▶ **Exercise prompt**
Print every record exactly, omitting none.
** Opening Extracted entries block **
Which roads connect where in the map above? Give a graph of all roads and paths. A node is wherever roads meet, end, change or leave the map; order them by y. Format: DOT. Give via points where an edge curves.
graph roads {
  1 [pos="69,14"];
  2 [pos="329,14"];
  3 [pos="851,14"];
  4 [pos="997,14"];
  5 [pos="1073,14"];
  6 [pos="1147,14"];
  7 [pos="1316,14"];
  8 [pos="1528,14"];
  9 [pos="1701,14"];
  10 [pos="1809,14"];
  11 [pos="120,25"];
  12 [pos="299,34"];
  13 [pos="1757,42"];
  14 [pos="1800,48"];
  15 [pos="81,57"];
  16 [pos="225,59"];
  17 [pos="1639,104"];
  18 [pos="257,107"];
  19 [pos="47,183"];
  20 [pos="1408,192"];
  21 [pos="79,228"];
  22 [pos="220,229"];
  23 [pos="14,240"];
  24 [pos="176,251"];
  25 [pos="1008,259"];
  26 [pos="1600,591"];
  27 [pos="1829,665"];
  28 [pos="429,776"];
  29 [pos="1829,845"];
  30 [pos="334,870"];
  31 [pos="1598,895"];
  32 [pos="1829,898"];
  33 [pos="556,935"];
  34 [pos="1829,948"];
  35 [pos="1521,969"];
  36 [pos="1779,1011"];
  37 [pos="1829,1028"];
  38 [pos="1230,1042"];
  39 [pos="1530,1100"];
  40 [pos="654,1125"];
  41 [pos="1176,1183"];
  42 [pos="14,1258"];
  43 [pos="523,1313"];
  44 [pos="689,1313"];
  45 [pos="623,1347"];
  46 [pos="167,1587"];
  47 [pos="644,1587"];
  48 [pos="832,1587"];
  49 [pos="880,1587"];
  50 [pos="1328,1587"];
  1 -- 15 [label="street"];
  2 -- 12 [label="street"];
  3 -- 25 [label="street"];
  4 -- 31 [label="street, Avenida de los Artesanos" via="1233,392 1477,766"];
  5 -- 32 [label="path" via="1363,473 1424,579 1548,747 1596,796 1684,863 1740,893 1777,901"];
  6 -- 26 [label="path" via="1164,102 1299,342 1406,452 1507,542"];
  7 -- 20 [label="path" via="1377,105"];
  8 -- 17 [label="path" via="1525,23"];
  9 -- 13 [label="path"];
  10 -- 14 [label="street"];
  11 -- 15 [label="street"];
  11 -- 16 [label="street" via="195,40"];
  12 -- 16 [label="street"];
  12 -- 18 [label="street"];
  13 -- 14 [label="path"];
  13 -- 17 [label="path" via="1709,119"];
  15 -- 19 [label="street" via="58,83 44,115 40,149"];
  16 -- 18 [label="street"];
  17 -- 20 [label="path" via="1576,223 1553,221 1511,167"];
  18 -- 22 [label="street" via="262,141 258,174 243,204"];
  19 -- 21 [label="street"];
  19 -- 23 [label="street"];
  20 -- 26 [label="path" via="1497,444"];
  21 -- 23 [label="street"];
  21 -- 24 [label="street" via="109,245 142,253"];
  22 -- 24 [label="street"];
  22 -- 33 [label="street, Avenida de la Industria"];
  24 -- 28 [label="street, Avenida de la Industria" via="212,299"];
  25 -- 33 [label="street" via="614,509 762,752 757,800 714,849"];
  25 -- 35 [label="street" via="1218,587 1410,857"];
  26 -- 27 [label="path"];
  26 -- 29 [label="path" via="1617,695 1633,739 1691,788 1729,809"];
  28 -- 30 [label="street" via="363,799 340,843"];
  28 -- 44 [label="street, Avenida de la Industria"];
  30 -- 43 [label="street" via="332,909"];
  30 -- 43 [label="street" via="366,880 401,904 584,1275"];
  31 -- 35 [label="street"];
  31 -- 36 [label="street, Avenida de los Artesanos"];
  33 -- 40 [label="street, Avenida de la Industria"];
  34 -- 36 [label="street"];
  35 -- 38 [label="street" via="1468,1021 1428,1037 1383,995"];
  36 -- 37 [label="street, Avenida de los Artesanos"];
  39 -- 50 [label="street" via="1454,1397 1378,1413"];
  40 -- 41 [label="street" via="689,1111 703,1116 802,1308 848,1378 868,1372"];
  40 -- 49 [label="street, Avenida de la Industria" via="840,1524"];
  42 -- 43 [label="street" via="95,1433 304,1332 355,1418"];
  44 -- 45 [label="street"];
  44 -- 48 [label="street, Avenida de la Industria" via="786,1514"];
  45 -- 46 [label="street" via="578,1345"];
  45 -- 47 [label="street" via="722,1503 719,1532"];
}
** Closing Extracted entries block **
▶ **Output of the task**
Which roads connect where in the map above? Give a graph of all roads and paths. A node is wherever roads meet, end, change or leave the map; order them by y. Format: DOT. Give via points where an edge curves.
graph roads {
  1 [pos="69,14"];
  2 [pos="329,14"];
  3 [pos="851,14"];
  4 [pos="997,14"];
  5 [pos="1073,14"];
  6 [pos="1147,14"];
  7 [pos="1316,14"];
  8 [pos="1528,14"];
  9 [pos="1701,14"];
  10 [pos="1809,14"];
  11 [pos="120,25"];
  12 [pos="299,34"];
  13 [pos="1757,42"];
  14 [pos="1800,48"];
  15 [pos="81,57"];
  16 [pos="225,59"];
  17 [pos="1639,104"];
  18 [pos="257,107"];
  19 [pos="47,183"];
  20 [pos="1408,192"];
  21 [pos="79,228"];
  22 [pos="220,229"];
  23 [pos="14,240"];
  24 [pos="176,251"];
  25 [pos="1008,259"];
  26 [pos="1600,591"];
  27 [pos="1829,665"];
  28 [pos="429,776"];
  29 [pos="1829,845"];
  30 [pos="334,870"];
  31 [pos="1598,895"];
  32 [pos="1829,898"];
  33 [pos="556,935"];
  34 [pos="1829,948"];
  35 [pos="1521,969"];
  36 [pos="1779,1011"];
  37 [pos="1829,1028"];
  38 [pos="1230,1042"];
  39 [pos="1530,1100"];
  40 [pos="654,1125"];
  41 [pos="1176,1183"];
  42 [pos="14,1258"];
  43 [pos="523,1313"];
  44 [pos="689,1313"];
  45 [pos="623,1347"];
  46 [pos="167,1587"];
  47 [pos="644,1587"];
  48 [pos="832,1587"];
  49 [pos="880,1587"];
  50 [pos="1328,1587"];
  1 -- 15 [label="street"];
  2 -- 12 [label="street"];
  3 -- 25 [label="street"];
  4 -- 31 [label="street, Avenida de los Artesanos" via="1233,392 1477,766"];
  5 -- 32 [label="path" via="1363,473 1424,579 1548,747 1596,796 1684,863 1740,893 1777,901"];
  6 -- 26 [label="path" via="1164,102 1299,342 1406,452 1507,542"];
  7 -- 20 [label="path" via="1377,105"];
  8 -- 17 [label="path" via="1525,23"];
  9 -- 13 [label="path"];
  10 -- 14 [label="street"];
  11 -- 15 [label="street"];
  11 -- 16 [label="street" via="195,40"];
  12 -- 16 [label="street"];
  12 -- 18 [label="street"];
  13 -- 14 [label="path"];
  13 -- 17 [label="path" via="1709,119"];
  15 -- 19 [label="street" via="58,83 44,115 40,149"];
  16 -- 18 [label="street"];
  17 -- 20 [label="path" via="1576,223 1553,221 1511,167"];
  18 -- 22 [label="street" via="262,141 258,174 243,204"];
  19 -- 21 [label="street"];
  19 -- 23 [label="street"];
  20 -- 26 [label="path" via="1497,444"];
  21 -- 23 [label="street"];
  21 -- 24 [label="street" via="109,245 142,253"];
  22 -- 24 [label="street"];
  22 -- 33 [label="street, Avenida de la Industria"];
  24 -- 28 [label="street, Avenida de la Industria" via="212,299"];
  25 -- 33 [label="street" via="614,509 762,752 757,800 714,849"];
  25 -- 35 [label="street" via="1218,587 1410,857"];
  26 -- 27 [label="path"];
  26 -- 29 [label="path" via="1617,695 1633,739 1691,788 1729,809"];
  28 -- 30 [label="street" via="363,799 340,843"];
  28 -- 44 [label="street, Avenida de la Industria"];
  30 -- 43 [label="street" via="332,909"];
  30 -- 43 [label="street" via="366,880 401,904 584,1275"];
  31 -- 35 [label="street"];
  31 -- 36 [label="street, Avenida de los Artesanos"];
  33 -- 40 [label="street, Avenida de la Industria"];
  34 -- 36 [label="street"];
  35 -- 38 [label="street" via="1468,1021 1428,1037 1383,995"];
  36 -- 37 [label="street, Avenida de los Artesanos"];
  39 -- 50 [label="street" via="1454,1397 1378,1413"];
  40 -- 41 [label="street" via="689,1111 703,1116 802,1308 848,1378 868,1372"];
  40 -- 49 [label="street, Avenida de la Industria" via="840,1524"];
  42 -- 43 [label="street" via="95,1433 304,1332 355,1418"];
  44 -- 45 [label="street"];
  44 -- 48 [label="street, Avenida de la Industria" via="786,1514"];
  45 -- 46 [label="street" via="578,1345"];
  45 -- 47 [label="street" via="722,1503 719,1532"];
}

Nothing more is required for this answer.